Expected output: "LeaRNiNG PYTHoN iS FuN."

This is what I've tried:

def toggle(phrase):
    for letter in phrase:
        if letter not in "aeiou":
            letter = letter.upper()
        elif letter in "AEIOU":
            letter = letter.lower()
        else:
            letter = letter.upper()
    return phrase


print(toggle(input("Enter a phrase: ")))

However, the output is not toggling anything. What am I missing?


Solution

  • when you say letter = letter.upper, you're not actually changing the contents of the string phrase, you're just changing the string that the variable letter points to.

    In fact, you can't mutate strings in python. Try running "hello"[0] = "g" and you'll get an error.

    One solution is instead of trying to modify the string phrase, we can build a new string and put the correct letters in it. Here's what I mean:

    def toggle(phrase):
        answer = ""
        for letter in phrase:
            if letter not in "aeiouAEIOU":
                answer = answer + letter.upper()
            else:
                answer = answer + letter.lower()
        return answer
    
    
    print(toggle(input("Enter a phrase: ")))
    

    when you run this, you get

    Enter a phrase: Learning python is fun.
    LeaRNiNG PYTHoN iS FuN.
    

    It might look like I'm mutating the string when I say answer = answer + letter.upper(), but what actually happens is that, similar to what you did with letter, I'm not actually changing a string itself, I'm just making a new string (answer + letter.upper()) and assigning the value of that string to the variable answer.

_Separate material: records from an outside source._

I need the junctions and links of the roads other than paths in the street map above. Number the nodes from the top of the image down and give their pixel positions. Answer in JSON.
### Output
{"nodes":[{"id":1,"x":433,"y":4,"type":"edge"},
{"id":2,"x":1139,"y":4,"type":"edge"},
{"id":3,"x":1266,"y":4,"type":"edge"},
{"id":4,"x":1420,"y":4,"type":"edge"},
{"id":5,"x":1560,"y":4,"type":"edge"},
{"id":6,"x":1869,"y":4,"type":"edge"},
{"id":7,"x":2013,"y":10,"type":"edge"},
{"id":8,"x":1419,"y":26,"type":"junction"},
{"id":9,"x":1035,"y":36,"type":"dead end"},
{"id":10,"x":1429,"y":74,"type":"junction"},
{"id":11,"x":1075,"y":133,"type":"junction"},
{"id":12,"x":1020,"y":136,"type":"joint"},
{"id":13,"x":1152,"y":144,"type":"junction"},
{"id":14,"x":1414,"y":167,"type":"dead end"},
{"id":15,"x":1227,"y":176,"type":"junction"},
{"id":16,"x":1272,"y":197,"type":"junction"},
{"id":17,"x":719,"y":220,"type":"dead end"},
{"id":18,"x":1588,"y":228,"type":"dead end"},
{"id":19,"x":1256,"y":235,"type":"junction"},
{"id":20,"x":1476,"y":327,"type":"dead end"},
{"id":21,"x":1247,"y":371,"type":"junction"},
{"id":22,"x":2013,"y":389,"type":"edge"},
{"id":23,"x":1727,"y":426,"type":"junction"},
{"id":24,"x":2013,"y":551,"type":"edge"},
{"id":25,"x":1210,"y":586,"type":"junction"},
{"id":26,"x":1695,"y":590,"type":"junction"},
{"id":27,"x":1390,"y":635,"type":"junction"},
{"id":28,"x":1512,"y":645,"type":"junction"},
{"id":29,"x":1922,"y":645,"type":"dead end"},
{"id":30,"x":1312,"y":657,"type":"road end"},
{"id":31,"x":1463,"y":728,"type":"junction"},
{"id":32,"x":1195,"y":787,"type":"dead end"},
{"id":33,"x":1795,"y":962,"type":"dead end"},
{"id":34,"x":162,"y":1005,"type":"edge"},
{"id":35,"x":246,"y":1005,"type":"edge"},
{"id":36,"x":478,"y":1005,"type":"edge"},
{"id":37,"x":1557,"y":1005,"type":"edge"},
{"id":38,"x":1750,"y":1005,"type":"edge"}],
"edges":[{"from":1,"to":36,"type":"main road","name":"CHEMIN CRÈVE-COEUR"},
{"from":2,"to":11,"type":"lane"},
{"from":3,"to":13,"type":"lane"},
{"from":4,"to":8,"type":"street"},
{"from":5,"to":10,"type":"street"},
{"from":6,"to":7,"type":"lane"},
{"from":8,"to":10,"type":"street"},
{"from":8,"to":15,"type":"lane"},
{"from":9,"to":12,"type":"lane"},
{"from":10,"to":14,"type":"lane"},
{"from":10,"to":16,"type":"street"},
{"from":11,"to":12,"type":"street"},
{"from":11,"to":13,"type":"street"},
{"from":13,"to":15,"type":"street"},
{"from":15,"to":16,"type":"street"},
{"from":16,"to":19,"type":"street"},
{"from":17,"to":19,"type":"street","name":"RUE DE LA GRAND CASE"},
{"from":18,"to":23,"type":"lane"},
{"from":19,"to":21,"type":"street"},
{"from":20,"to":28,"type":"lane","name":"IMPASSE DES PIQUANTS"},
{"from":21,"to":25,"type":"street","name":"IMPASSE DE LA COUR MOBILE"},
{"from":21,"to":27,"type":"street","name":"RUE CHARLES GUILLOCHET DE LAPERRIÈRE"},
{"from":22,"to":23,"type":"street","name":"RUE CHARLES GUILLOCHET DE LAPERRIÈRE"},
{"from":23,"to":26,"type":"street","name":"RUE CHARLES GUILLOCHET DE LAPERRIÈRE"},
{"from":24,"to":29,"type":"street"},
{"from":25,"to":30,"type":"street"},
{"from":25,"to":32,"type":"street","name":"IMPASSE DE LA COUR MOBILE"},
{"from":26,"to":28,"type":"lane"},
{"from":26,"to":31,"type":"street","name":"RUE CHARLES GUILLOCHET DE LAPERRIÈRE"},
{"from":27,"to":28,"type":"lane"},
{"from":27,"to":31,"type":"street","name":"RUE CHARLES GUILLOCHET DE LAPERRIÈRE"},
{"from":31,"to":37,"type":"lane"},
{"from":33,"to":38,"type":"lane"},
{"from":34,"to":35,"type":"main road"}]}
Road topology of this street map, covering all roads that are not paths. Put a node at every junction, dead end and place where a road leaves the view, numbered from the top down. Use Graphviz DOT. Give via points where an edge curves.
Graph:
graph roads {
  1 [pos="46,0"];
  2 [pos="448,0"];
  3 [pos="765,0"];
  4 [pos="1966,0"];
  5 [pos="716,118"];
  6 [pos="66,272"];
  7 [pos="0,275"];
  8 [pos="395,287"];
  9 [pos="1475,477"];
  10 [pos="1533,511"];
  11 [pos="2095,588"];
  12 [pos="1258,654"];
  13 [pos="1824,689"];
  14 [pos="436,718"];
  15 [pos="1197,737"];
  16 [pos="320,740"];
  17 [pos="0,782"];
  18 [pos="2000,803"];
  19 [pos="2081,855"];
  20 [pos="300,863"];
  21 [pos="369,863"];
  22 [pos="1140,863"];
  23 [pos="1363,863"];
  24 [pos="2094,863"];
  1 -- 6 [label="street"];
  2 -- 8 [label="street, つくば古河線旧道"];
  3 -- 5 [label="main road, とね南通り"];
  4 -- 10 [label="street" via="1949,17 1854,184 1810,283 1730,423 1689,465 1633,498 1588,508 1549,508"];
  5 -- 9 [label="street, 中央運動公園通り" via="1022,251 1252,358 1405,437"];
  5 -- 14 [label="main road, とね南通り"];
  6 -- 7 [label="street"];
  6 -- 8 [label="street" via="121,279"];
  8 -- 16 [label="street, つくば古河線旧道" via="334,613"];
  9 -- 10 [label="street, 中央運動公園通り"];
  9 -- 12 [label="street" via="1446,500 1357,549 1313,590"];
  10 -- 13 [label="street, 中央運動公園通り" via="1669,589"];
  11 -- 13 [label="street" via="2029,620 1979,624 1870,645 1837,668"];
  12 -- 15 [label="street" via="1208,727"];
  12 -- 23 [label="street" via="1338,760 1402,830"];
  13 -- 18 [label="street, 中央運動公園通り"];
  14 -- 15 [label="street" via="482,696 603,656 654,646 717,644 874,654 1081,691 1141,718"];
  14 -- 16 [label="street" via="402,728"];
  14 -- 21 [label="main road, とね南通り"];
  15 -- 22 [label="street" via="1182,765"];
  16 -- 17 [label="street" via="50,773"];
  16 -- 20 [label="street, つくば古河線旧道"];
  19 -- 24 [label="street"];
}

That's a subtle, but important difference.

    I also changed the way you decided whether to do uppercase or lowercase to make it work for lowercase vowels. The way you had it originally, if the current letter is "a", the else branch runs and it gets uppercased when it shouldn't. This is because "a" is in "aeiou" and it's not in "AEIOU", so the else branch runs and it gets uppercased.